### YOUR TASK
Pictures are not part of the copy; reproduce the remaining data exactly.

### Stored data entries
-*-

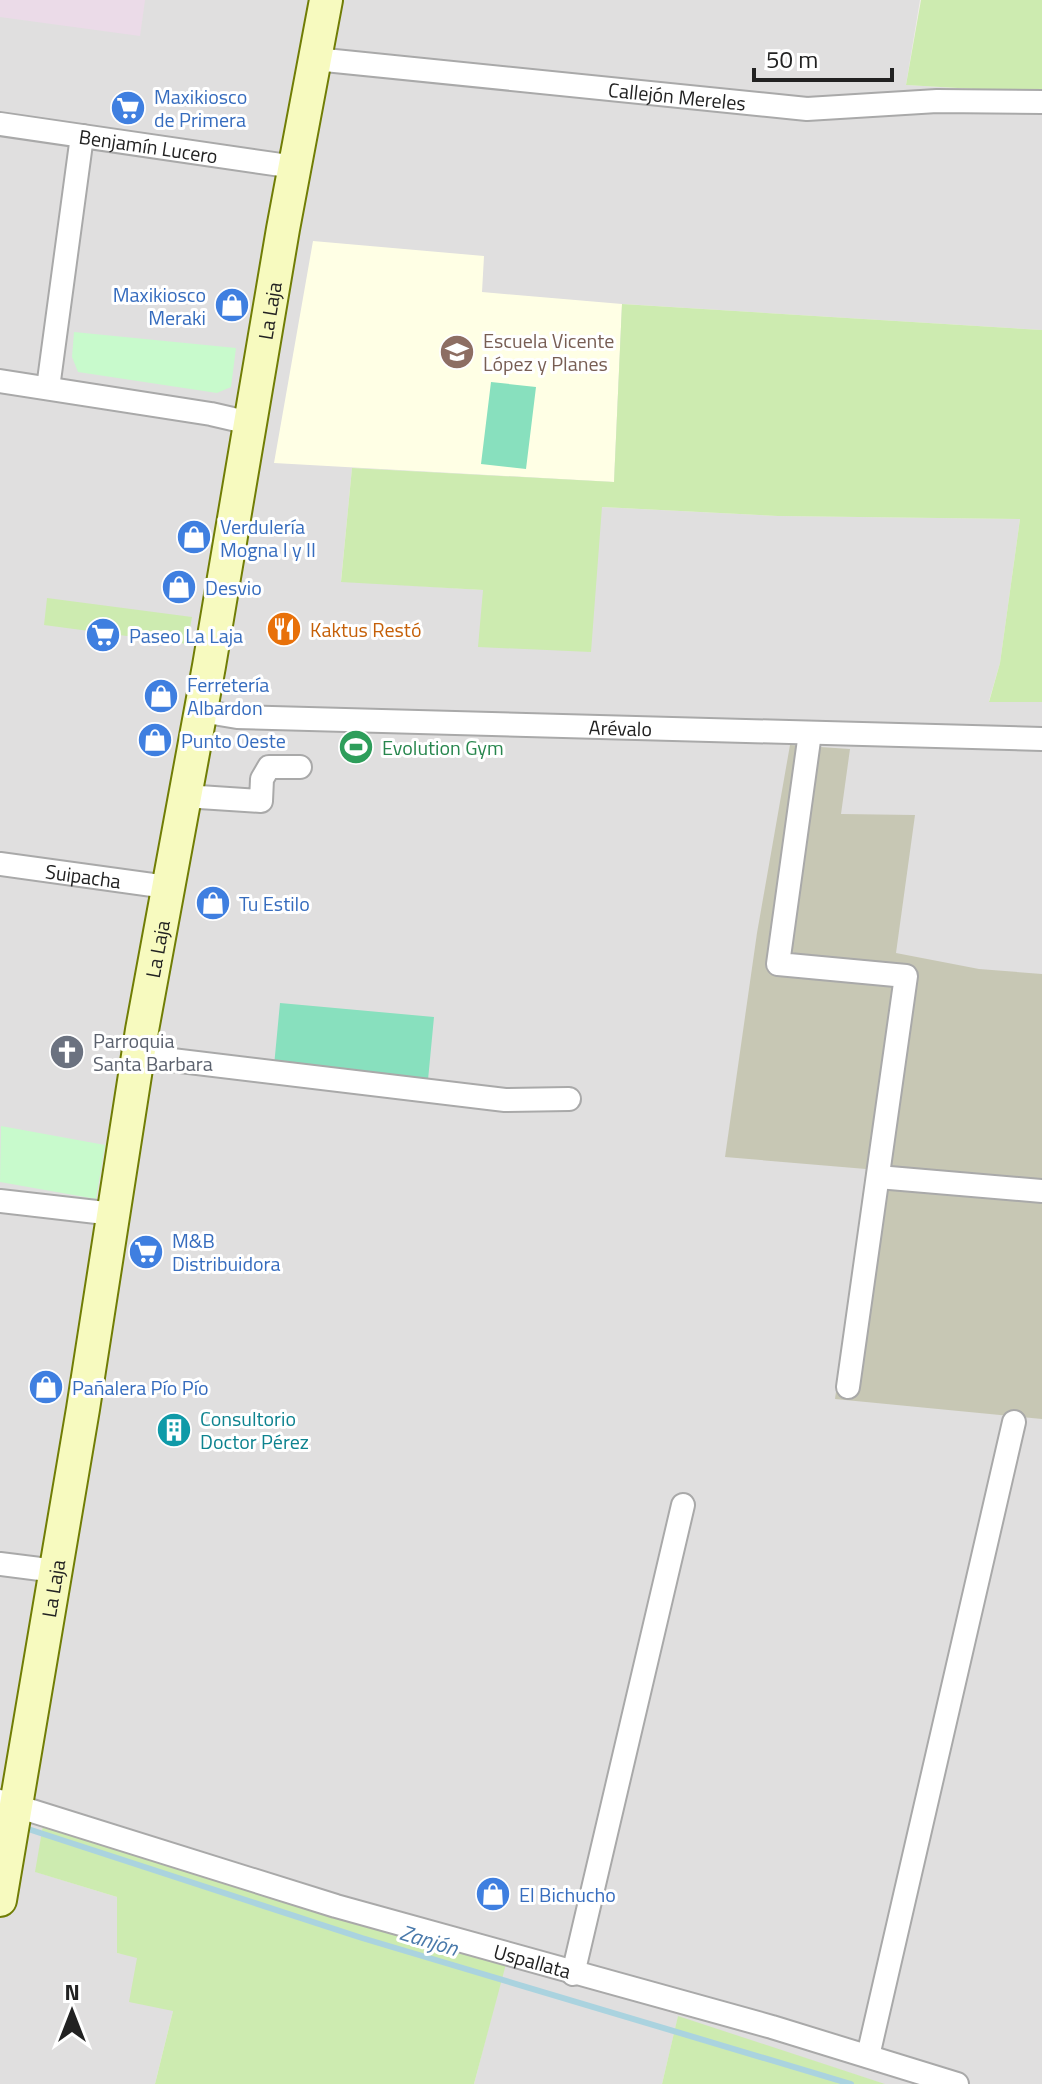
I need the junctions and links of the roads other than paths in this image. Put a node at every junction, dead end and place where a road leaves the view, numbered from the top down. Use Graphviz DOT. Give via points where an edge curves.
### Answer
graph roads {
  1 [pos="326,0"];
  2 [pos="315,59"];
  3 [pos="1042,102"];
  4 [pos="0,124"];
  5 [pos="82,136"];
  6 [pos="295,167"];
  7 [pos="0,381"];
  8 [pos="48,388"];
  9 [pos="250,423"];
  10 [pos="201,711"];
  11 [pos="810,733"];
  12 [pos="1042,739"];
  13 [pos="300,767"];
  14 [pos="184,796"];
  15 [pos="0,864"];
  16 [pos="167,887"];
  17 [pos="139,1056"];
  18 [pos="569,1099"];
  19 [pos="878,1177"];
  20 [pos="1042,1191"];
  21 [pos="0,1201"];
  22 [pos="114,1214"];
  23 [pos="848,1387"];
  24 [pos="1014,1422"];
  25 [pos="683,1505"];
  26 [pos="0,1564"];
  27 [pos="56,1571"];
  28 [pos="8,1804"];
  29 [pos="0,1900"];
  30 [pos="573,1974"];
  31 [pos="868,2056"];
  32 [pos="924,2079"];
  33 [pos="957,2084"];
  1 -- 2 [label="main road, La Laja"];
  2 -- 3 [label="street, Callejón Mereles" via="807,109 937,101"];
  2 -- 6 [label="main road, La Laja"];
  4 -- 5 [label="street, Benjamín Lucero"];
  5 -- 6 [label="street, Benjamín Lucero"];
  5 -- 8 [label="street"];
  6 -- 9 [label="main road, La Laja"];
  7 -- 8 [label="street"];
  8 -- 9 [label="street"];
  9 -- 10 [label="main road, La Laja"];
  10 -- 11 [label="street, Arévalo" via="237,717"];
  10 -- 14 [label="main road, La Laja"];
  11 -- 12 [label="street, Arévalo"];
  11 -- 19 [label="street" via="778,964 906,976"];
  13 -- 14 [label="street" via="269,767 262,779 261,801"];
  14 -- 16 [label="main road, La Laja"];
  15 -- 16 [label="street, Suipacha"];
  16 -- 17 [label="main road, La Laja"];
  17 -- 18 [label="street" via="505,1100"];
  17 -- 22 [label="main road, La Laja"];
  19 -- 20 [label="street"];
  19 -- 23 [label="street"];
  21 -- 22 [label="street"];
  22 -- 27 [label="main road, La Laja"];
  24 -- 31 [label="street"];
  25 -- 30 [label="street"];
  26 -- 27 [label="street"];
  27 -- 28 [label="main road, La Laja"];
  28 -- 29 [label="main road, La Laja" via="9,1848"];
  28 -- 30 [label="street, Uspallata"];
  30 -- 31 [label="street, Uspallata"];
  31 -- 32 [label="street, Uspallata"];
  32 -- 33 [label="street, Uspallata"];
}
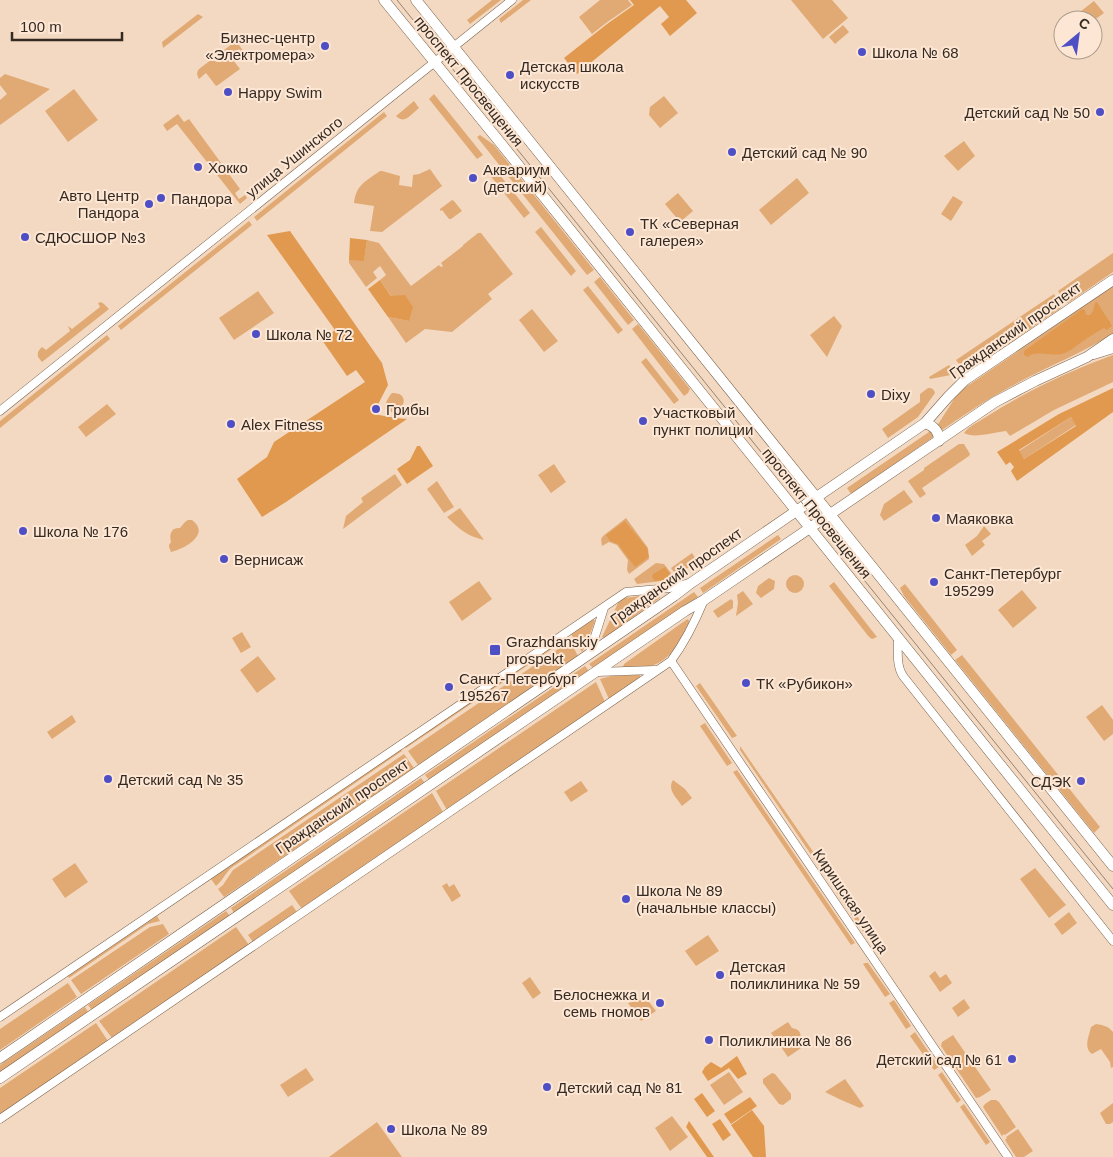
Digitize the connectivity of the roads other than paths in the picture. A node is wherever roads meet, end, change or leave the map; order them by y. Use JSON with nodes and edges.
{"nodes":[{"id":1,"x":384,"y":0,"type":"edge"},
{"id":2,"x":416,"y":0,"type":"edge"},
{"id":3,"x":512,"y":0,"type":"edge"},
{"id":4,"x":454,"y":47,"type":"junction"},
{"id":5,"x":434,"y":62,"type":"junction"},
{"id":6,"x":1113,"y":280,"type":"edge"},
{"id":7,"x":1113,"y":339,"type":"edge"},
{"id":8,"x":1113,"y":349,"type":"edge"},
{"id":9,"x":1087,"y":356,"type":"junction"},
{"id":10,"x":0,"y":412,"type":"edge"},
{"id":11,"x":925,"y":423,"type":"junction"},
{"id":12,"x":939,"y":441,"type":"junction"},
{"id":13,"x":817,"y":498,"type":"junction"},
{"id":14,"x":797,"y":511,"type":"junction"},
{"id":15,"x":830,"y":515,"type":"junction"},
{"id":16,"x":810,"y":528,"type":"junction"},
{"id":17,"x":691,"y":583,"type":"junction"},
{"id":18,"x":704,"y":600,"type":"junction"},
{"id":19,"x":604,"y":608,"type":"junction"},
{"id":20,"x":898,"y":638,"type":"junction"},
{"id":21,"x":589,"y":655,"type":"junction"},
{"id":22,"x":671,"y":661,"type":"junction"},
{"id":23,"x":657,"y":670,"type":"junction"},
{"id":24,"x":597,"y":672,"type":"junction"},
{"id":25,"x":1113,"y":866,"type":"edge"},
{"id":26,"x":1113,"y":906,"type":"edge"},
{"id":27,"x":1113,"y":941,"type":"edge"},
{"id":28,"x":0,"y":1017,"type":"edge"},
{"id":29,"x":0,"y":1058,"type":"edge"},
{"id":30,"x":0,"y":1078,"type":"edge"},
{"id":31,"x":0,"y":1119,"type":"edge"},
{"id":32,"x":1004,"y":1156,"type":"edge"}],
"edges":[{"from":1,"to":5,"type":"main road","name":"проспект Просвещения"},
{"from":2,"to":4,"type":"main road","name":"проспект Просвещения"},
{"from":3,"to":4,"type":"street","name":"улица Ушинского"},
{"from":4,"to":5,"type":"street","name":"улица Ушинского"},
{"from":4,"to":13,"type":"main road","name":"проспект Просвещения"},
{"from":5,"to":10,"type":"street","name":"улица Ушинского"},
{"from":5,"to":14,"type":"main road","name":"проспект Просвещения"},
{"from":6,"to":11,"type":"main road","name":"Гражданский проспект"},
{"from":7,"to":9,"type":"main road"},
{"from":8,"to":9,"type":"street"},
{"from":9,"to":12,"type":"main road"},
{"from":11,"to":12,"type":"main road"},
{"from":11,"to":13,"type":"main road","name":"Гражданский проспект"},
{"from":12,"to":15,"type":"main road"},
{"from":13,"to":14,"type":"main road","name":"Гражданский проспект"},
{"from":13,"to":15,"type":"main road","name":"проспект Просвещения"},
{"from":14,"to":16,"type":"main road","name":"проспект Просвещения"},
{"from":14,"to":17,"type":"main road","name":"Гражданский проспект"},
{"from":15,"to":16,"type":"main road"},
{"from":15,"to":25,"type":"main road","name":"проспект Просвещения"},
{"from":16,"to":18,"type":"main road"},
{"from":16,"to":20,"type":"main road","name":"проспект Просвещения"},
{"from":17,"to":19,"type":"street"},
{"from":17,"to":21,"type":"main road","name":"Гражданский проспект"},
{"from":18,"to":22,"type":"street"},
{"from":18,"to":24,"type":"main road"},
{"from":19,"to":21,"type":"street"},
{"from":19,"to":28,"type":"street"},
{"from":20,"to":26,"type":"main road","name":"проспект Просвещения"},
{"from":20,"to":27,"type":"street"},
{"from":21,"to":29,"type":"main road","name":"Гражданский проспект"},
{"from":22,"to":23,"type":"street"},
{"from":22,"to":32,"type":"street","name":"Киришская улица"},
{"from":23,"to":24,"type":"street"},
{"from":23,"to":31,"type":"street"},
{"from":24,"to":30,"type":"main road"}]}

-*-

### REPLY TO THE EXERCISE
I need the junctions and links of the roads other than paths in this image. Put a node at every junction, dead end and place where a road leaves the view, numbered from the top down. Use Graphviz DOT. Give via points where an edge curves.
### Answer
graph roads {
  1 [pos="326,0"];
  2 [pos="315,59"];
  3 [pos="1042,102"];
  4 [pos="0,124"];
  5 [pos="82,136"];
  6 [pos="295,167"];
  7 [pos="0,381"];
  8 [pos="48,388"];
  9 [pos="250,423"];
  10 [pos="201,711"];
  11 [pos="810,733"];
  12 [pos="1042,739"];
  13 [pos="300,767"];
  14 [pos="184,796"];
  15 [pos="0,864"];
  16 [pos="167,887"];
  17 [pos="139,1056"];
  18 [pos="569,1099"];
  19 [pos="878,1177"];
  20 [pos="1042,1191"];
  21 [pos="0,1201"];
  22 [pos="114,1214"];
  23 [pos="848,1387"];
  24 [pos="1014,1422"];
  25 [pos="683,1505"];
  26 [pos="0,1564"];
  27 [pos="56,1571"];
  28 [pos="8,1804"];
  29 [pos="0,1900"];
  30 [pos="573,1974"];
  31 [pos="868,2056"];
  32 [pos="924,2079"];
  33 [pos="957,2084"];
  1 -- 2 [label="main road, La Laja"];
  2 -- 3 [label="street, Callejón Mereles" via="807,109 937,101"];
  2 -- 6 [label="main road, La Laja"];
  4 -- 5 [label="street, Benjamín Lucero"];
  5 -- 6 [label="street, Benjamín Lucero"];
  5 -- 8 [label="street"];
  6 -- 9 [label="main road, La Laja"];
  7 -- 8 [label="street"];
  8 -- 9 [label="street"];
  9 -- 10 [label="main road, La Laja"];
  10 -- 11 [label="street, Arévalo" via="237,717"];
  10 -- 14 [label="main road, La Laja"];
  11 -- 12 [label="street, Arévalo"];
  11 -- 19 [label="street" via="778,964 906,976"];
  13 -- 14 [label="street" via="269,767 262,779 261,801"];
  14 -- 16 [label="main road, La Laja"];
  15 -- 16 [label="street, Suipacha"];
  16 -- 17 [label="main road, La Laja"];
  17 -- 18 [label="street" via="505,1100"];
  17 -- 22 [label="main road, La Laja"];
  19 -- 20 [label="street"];
  19 -- 23 [label="street"];
  21 -- 22 [label="street"];
  22 -- 27 [label="main road, La Laja"];
  24 -- 31 [label="street"];
  25 -- 30 [label="street"];
  26 -- 27 [label="street"];
  27 -- 28 [label="main road, La Laja"];
  28 -- 29 [label="main road, La Laja" via="9,1848"];
  28 -- 30 [label="street, Uspallata"];
  30 -- 31 [label="street, Uspallata"];
  31 -- 32 [label="street, Uspallata"];
  32 -- 33 [label="street, Uspallata"];
}
Digitize the connectivity of the roads other than paths in the picture. A node is wherever roads meet, end, change or leave the map; order them by y. Use JSON with nodes and edges.
{"nodes":[{"id":1,"x":384,"y":0,"type":"edge"},
{"id":2,"x":416,"y":0,"type":"edge"},
{"id":3,"x":512,"y":0,"type":"edge"},
{"id":4,"x":454,"y":47,"type":"junction"},
{"id":5,"x":434,"y":62,"type":"junction"},
{"id":6,"x":1113,"y":280,"type":"edge"},
{"id":7,"x":1113,"y":339,"type":"edge"},
{"id":8,"x":1113,"y":349,"type":"edge"},
{"id":9,"x":1087,"y":356,"type":"junction"},
{"id":10,"x":0,"y":412,"type":"edge"},
{"id":11,"x":925,"y":423,"type":"junction"},
{"id":12,"x":939,"y":441,"type":"junction"},
{"id":13,"x":817,"y":498,"type":"junction"},
{"id":14,"x":797,"y":511,"type":"junction"},
{"id":15,"x":830,"y":515,"type":"junction"},
{"id":16,"x":810,"y":528,"type":"junction"},
{"id":17,"x":691,"y":583,"type":"junction"},
{"id":18,"x":704,"y":600,"type":"junction"},
{"id":19,"x":604,"y":608,"type":"junction"},
{"id":20,"x":898,"y":638,"type":"junction"},
{"id":21,"x":589,"y":655,"type":"junction"},
{"id":22,"x":671,"y":661,"type":"junction"},
{"id":23,"x":657,"y":670,"type":"junction"},
{"id":24,"x":597,"y":672,"type":"junction"},
{"id":25,"x":1113,"y":866,"type":"edge"},
{"id":26,"x":1113,"y":906,"type":"edge"},
{"id":27,"x":1113,"y":941,"type":"edge"},
{"id":28,"x":0,"y":1017,"type":"edge"},
{"id":29,"x":0,"y":1058,"type":"edge"},
{"id":30,"x":0,"y":1078,"type":"edge"},
{"id":31,"x":0,"y":1119,"type":"edge"},
{"id":32,"x":1004,"y":1156,"type":"edge"}],
"edges":[{"from":1,"to":5,"type":"main road","name":"проспект Просвещения"},
{"from":2,"to":4,"type":"main road","name":"проспект Просвещения"},
{"from":3,"to":4,"type":"street","name":"улица Ушинского"},
{"from":4,"to":5,"type":"street","name":"улица Ушинского"},
{"from":4,"to":13,"type":"main road","name":"проспект Просвещения"},
{"from":5,"to":10,"type":"street","name":"улица Ушинского"},
{"from":5,"to":14,"type":"main road","name":"проспект Просвещения"},
{"from":6,"to":11,"type":"main road","name":"Гражданский проспект"},
{"from":7,"to":9,"type":"main road"},
{"from":8,"to":9,"type":"street"},
{"from":9,"to":12,"type":"main road"},
{"from":11,"to":12,"type":"main road"},
{"from":11,"to":13,"type":"main road","name":"Гражданский проспект"},
{"from":12,"to":15,"type":"main road"},
{"from":13,"to":14,"type":"main road","name":"Гражданский проспект"},
{"from":13,"to":15,"type":"main road","name":"проспект Просвещения"},
{"from":14,"to":16,"type":"main road","name":"проспект Просвещения"},
{"from":14,"to":17,"type":"main road","name":"Гражданский проспект"},
{"from":15,"to":16,"type":"main road"},
{"from":15,"to":25,"type":"main road","name":"проспект Просвещения"},
{"from":16,"to":18,"type":"main road"},
{"from":16,"to":20,"type":"main road","name":"проспект Просвещения"},
{"from":17,"to":19,"type":"street"},
{"from":17,"to":21,"type":"main road","name":"Гражданский проспект"},
{"from":18,"to":22,"type":"street"},
{"from":18,"to":24,"type":"main road"},
{"from":19,"to":21,"type":"street"},
{"from":19,"to":28,"type":"street"},
{"from":20,"to":26,"type":"main road","name":"проспект Просвещения"},
{"from":20,"to":27,"type":"street"},
{"from":21,"to":29,"type":"main road","name":"Гражданский проспект"},
{"from":22,"to":23,"type":"street"},
{"from":22,"to":32,"type":"street","name":"Киришская улица"},
{"from":23,"to":24,"type":"street"},
{"from":23,"to":31,"type":"street"},
{"from":24,"to":30,"type":"main road"}]}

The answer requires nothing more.